▶
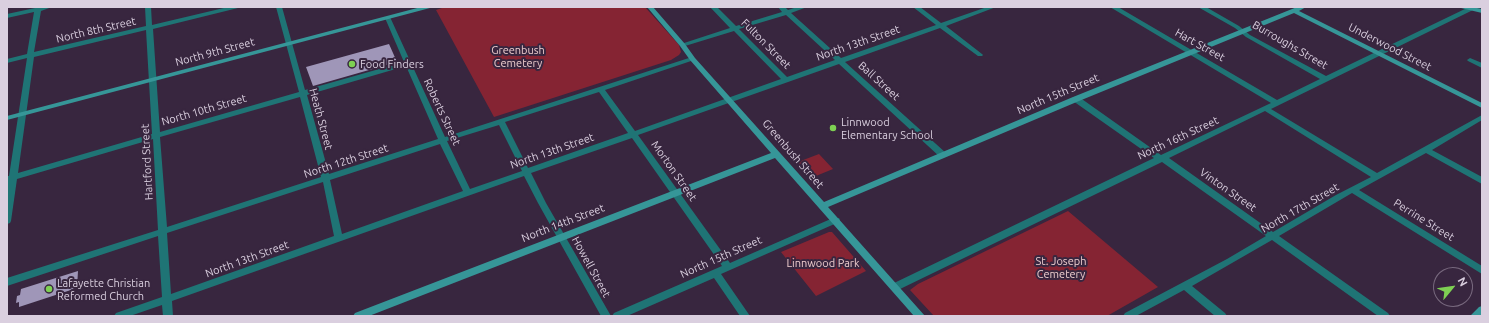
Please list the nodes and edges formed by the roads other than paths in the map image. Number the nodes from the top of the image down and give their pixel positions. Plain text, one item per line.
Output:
1 (49, 7) edge
2 (148, 7) edge
3 (236, 7) edge
4 (279, 7) edge
5 (428, 7) edge
6 (650, 7) edge
7 (713, 7) edge
8 (781, 7) edge
9 (804, 7) edge
10 (916, 7) edge
11 (993, 7) edge
12 (1113, 7) edge
13 (1201, 7) edge
14 (1303, 7) edge
15 (1463, 7) edge
16 (38, 8) edge
17 (1472, 8) edge
18 (1291, 9) edge
19 (1482, 11) edge
20 (787, 13) junction
21 (7, 16) edge
22 (388, 18) junction
23 (941, 25) junction
24 (150, 28) junction
25 (735, 29) junction
26 (1243, 31) junction
27 (290, 44) junction
28 (683, 45) junction
29 (1191, 52) junction
30 (1378, 54) junction
31 (31, 55) junction
32 (980, 55) dead end
33 (692, 59) junction
34 (1470, 60) dead end
35 (7, 61) edge
36 (840, 61) junction
37 (408, 63) junction
38 (1482, 66) edge
39 (1326, 79) junction
40 (153, 80) junction
41 (786, 80) junction
42 (601, 89) junction
43 (302, 93) junction
44 (1076, 99) junction
45 (729, 100) junction
46 (1277, 103) junction
47 (1482, 106) edge
48 (1265, 108) junction
49 (22, 114) junction
50 (1482, 117) edge
51 (7, 118) edge
52 (501, 122) junction
53 (633, 134) junction
54 (156, 136) junction
55 (443, 141) junction
56 (1426, 150) junction
57 (777, 154) junction
58 (944, 155) junction
59 (1161, 158) junction
60 (525, 172) junction
61 (1376, 176) junction
62 (10, 178) edge
63 (326, 179) junction
64 (1482, 181) edge
65 (1353, 190) junction
66 (468, 192) junction
67 (674, 193) junction
68 (823, 206) junction
69 (836, 220) junction
70 (7, 221) edge
71 (162, 233) junction
72 (1273, 235) junction
73 (562, 237) junction
74 (339, 238) junction
75 (728, 267) junction
76 (1482, 270) edge
77 (715, 272) junction
78 (7, 282) edge
79 (1184, 285) junction
80 (895, 287) junction
81 (167, 299) junction
82 (1482, 310) edge
83 (120, 316) edge
84 (168, 316) edge
85 (358, 316) edge
86 (606, 316) edge
87 (617, 316) edge
88 (745, 316) edge
89 (920, 316) edge
90 (1128, 316) edge
91 (1222, 316) edge
92 (1385, 316) edge
93 (1475, 316) edge

1 - 16 street
2 - 24 street, Hartford Street
3 - 24 street, North 8th Street
4 - 27 street, Heath Street
5 - 22 main road, North 9th Street
6 - 28 main road, Greenbush Street
7 - 25 street, Fulton Street
8 - 20 street, Ball Street
9 - 20 street
10 - 23 street
11 - 23 street, North 13th Street
12 - 29 street, Hart Street
13 - 26 street, Burroughs Street
14 - 18 main road, North 15th Street
15 - 17 main road
16 - 21 street
16 - 31 street
17 - 19 main road
17 - 30 street, North 16th Street
18 - 26 main road, North 15th Street
18 - 30 main road, Underwood Street
20 - 25 street
20 - 36 street, Ball Street
22 - 27 main road, North 9th Street
22 - 37 street, Roberts Street
23 - 32 street
23 - 36 street, North 13th Street
24 - 31 street, North 8th Street
24 - 40 street, Hartford Street
25 - 28 street
25 - 41 street, Fulton Street
26 - 29 main road, North 15th Street
26 - 39 street, Burroughs Street
27 - 40 main road, North 9th Street
27 - 43 street, Heath Street
28 - 33 main road, Greenbush Street
29 - 44 main road, North 15th Street
29 - 46 street, Hart Street
30 - 39 street, North 16th Street
30 - 47 main road, Underwood Street
31 - 35 street, North 8th Street
31 - 49 street
33 - 42 street, North 12th Street
33 - 45 main road, Greenbush Street
34 - 38 street
36 - 41 street, North 13th Street
36 - 58 street, Ball Street
37 - 43 street, North 10th Street
37 - 55 street, Roberts Street
39 - 46 street, North 16th Street
40 - 49 main road, North 9th Street
40 - 54 street, Hartford Street
41 - 45 street, North 13th Street
42 - 52 street, North 12th Street
42 - 53 street, Morton Street
43 - 54 street, North 10th Street
43 - 63 street, Heath Street
44 - 58 main road, North 15th Street
44 - 59 street, Vinton Street
45 - 53 street, North 13th Street
45 - 57 main road, Greenbush Street
46 - 48 street, North 16th Street
48 - 59 street, North 16th Street
48 - 61 street
49 - 51 main road, North 9th Street
49 - 62 street
50 - 56 street, North 17th Street
52 - 55 street, North 12th Street
52 - 60 street, Howell Street
53 - 60 street, North 13th Street
53 - 67 street, Morton Street
54 - 62 street, North 10th Street
54 - 71 street, Hartford Street
55 - 63 street, North 12th Street
55 - 66 street, Roberts Street
56 - 61 street, North 17th Street
56 - 64 street
57 - 67 main road, North 14th Street
57 - 68 main road, Greenbush Street
58 - 68 main road, North 15th Street
59 - 72 street, Vinton Street
59 - 80 street, North 16th Street
60 - 66 street, North 13th Street
60 - 73 street, Howell Street
61 - 65 street, North 17th Street
62 - 70 street
63 - 71 street, North 12th Street
63 - 74 street, Heath Street
65 - 72 street, North 17th Street
65 - 76 street, Perrine Street
66 - 74 street, North 13th Street
67 - 73 main road, North 14th Street
67 - 75 street, Morton Street
68 - 69 main road, Greenbush Street
69 - 75 street, North 15th Street
69 - 80 main road, Greenbush Street
71 - 78 street, North 12th Street
71 - 81 street, Hartford Street
72 - 79 street, North 17th Street
72 - 92 street, Vinton Street
73 - 85 main road, North 14th Street
73 - 86 street, Howell Street
74 - 81 street, North 13th Street
75 - 77 street, North 15th Street
77 - 87 street, North 15th Street
77 - 88 street
79 - 90 street, North 17th Street
79 - 91 street
80 - 89 main road, Greenbush Street
81 - 83 street, North 13th Street
81 - 84 street, Hartford Street
82 - 93 main road

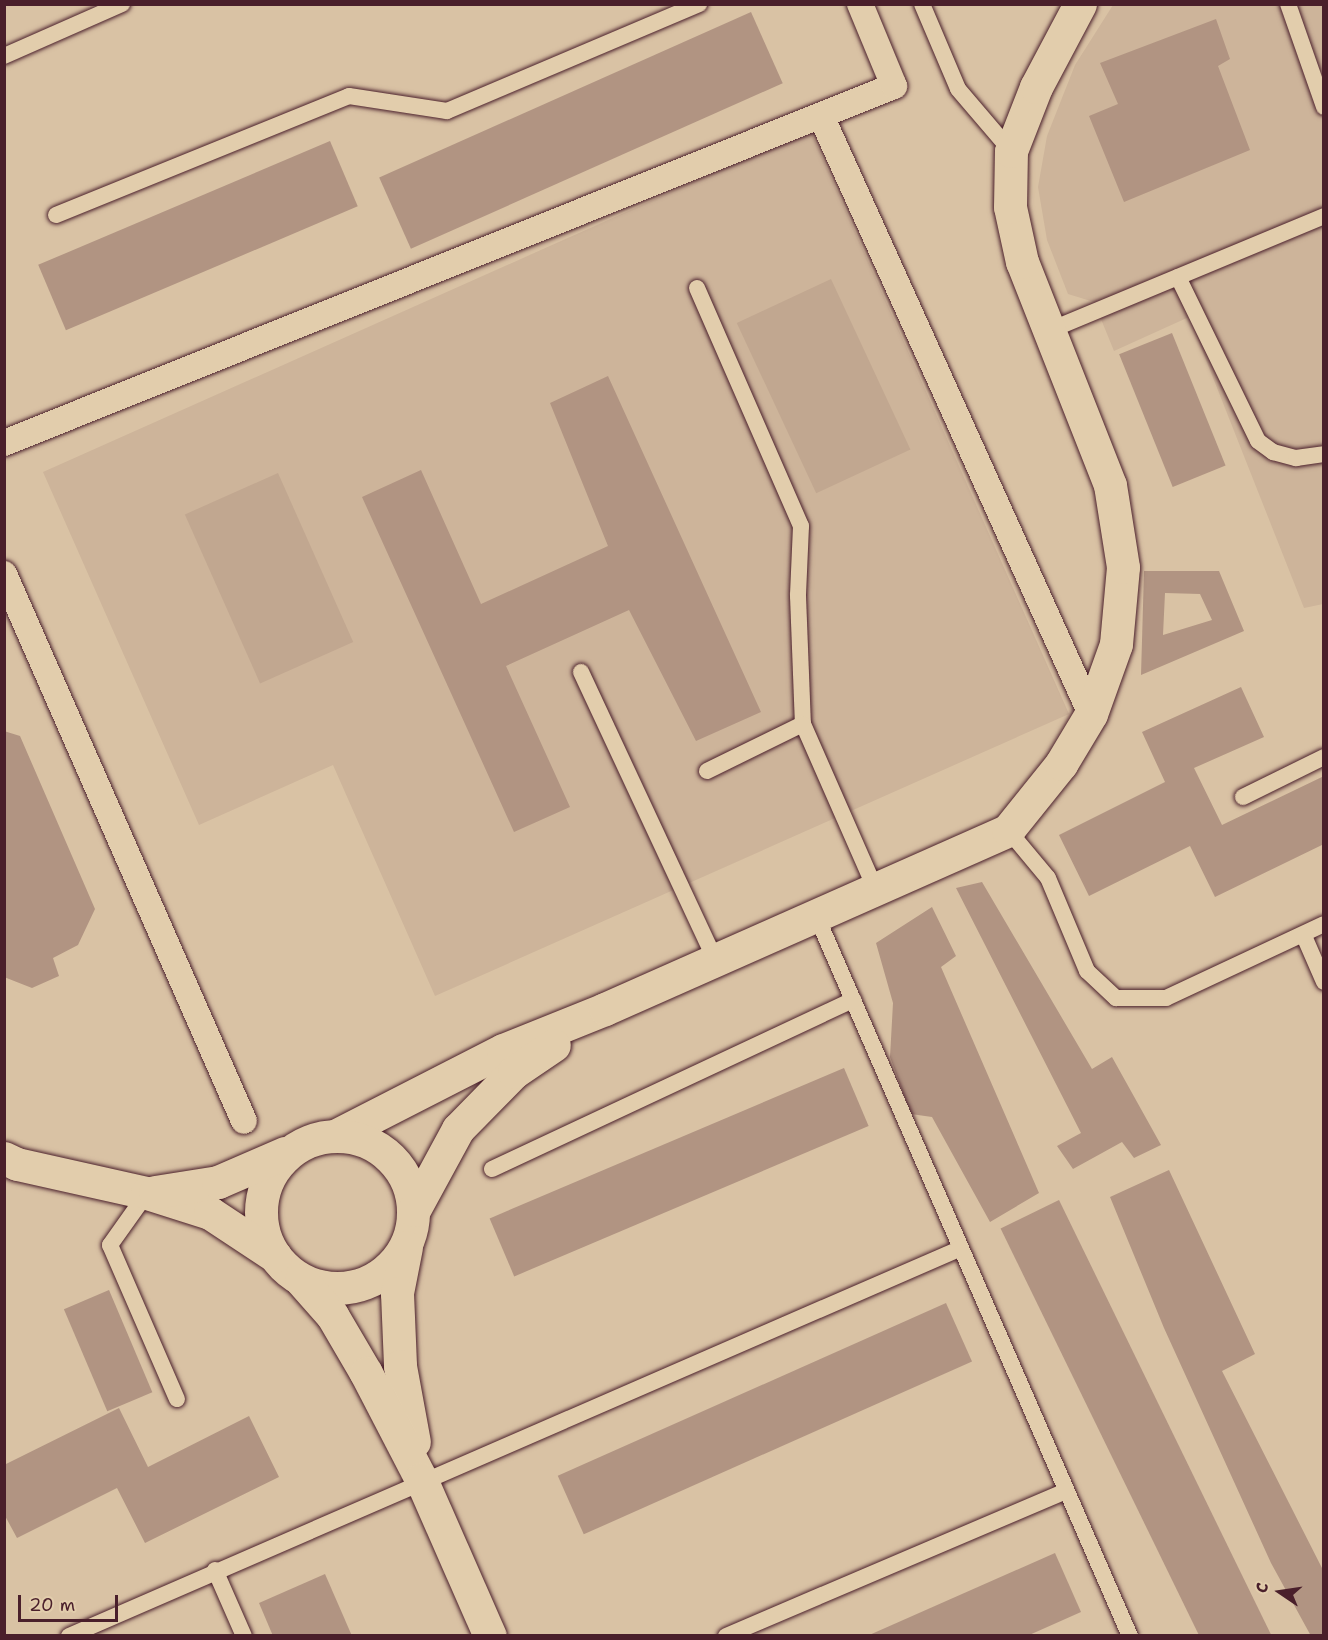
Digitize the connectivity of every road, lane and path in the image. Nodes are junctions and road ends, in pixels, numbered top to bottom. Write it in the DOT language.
graph roads {
  1 [pos="122,4"];
  2 [pos="699,4"];
  3 [pos="860,4"];
  4 [pos="922,4"];
  5 [pos="1080,4"];
  6 [pos="1288,4"];
  7 [pos="4,57"];
  8 [pos="1323,107"];
  9 [pos="822,118"];
  10 [pos="1011,151"];
  11 [pos="56,215"];
  12 [pos="1323,216"];
  13 [pos="1178,277"];
  14 [pos="698,288"];
  15 [pos="1048,331"];
  16 [pos="4,443"];
  17 [pos="1323,454"];
  18 [pos="4,574"];
  19 [pos="581,672"];
  20 [pos="1091,714"];
  21 [pos="803,724"];
  22 [pos="1323,757"];
  23 [pos="707,771"];
  24 [pos="1243,797"];
  25 [pos="1008,830"];
  26 [pos="876,890"];
  27 [pos="816,915"];
  28 [pos="1323,924"];
  29 [pos="1304,936"];
  30 [pos="715,960"];
  31 [pos="1323,982"];
  32 [pos="853,1000"];
  33 [pos="605,1010"];
  34 [pos="244,1121"];
  35 [pos="337,1135"];
  36 [pos="292,1150"];
  37 [pos="4,1158"];
  38 [pos="492,1168"];
  39 [pos="147,1193"];
  40 [pos="414,1210"];
  41 [pos="406,1245"];
  42 [pos="958,1249"];
  43 [pos="275,1256"];
  44 [pos="301,1280"];
  45 [pos="177,1399"];
  46 [pos="421,1479"];
  47 [pos="1066,1491"];
  48 [pos="215,1570"];
  49 [pos="69,1635"];
  50 [pos="244,1635"];
  51 [pos="490,1635"];
  52 [pos="726,1635"];
  53 [pos="1130,1635"];
  1 -- 7 [label="lane"];
  2 -- 11 [label="lane"];
  3 -- 9 [label="street"];
  4 -- 10 [label="lane"];
  5 -- 10 [label="street"];
  6 -- 8 [label="lane"];
  9 -- 16 [label="street"];
  9 -- 20 [label="street"];
  10 -- 15 [label="street"];
  12 -- 13 [label="lane"];
  13 -- 15 [label="lane"];
  13 -- 17 [label="lane"];
  14 -- 21 [label="lane"];
  15 -- 20 [label="street"];
  18 -- 34 [label="street"];
  19 -- 30 [label="lane"];
  20 -- 25 [label="street"];
  21 -- 23 [label="lane"];
  21 -- 26 [label="lane"];
  22 -- 24 [label="lane"];
  25 -- 26 [label="street"];
  25 -- 29 [label="lane"];
  26 -- 27 [label="street"];
  27 -- 30 [label="street"];
  27 -- 32 [label="lane"];
  28 -- 29 [label="lane"];
  29 -- 31 [label="lane"];
  30 -- 33 [label="street"];
  32 -- 38 [label="lane"];
  32 -- 42 [label="lane"];
  33 -- 35 [label="street"];
  33 -- 40 [label="street"];
  35 -- 36 [label="street"];
  35 -- 40 [label="street"];
  36 -- 39 [label="street"];
  36 -- 43 [label="street"];
  37 -- 39 [label="street"];
  39 -- 43 [label="street"];
  39 -- 45 [label="lane"];
  40 -- 41 [label="street"];
  41 -- 44 [label="street"];
  41 -- 46 [label="street"];
  42 -- 46 [label="lane"];
  42 -- 47 [label="lane"];
  43 -- 44 [label="street"];
  44 -- 46 [label="street"];
  46 -- 48 [label="lane"];
  46 -- 51 [label="street"];
  47 -- 52 [label="lane"];
  47 -- 53 [label="lane"];
  48 -- 49 [label="lane"];
  48 -- 50 [label="lane"];
}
◀
Task details — From the data above, count the lines that contain "Hartford" and write only that count.

Response box — 6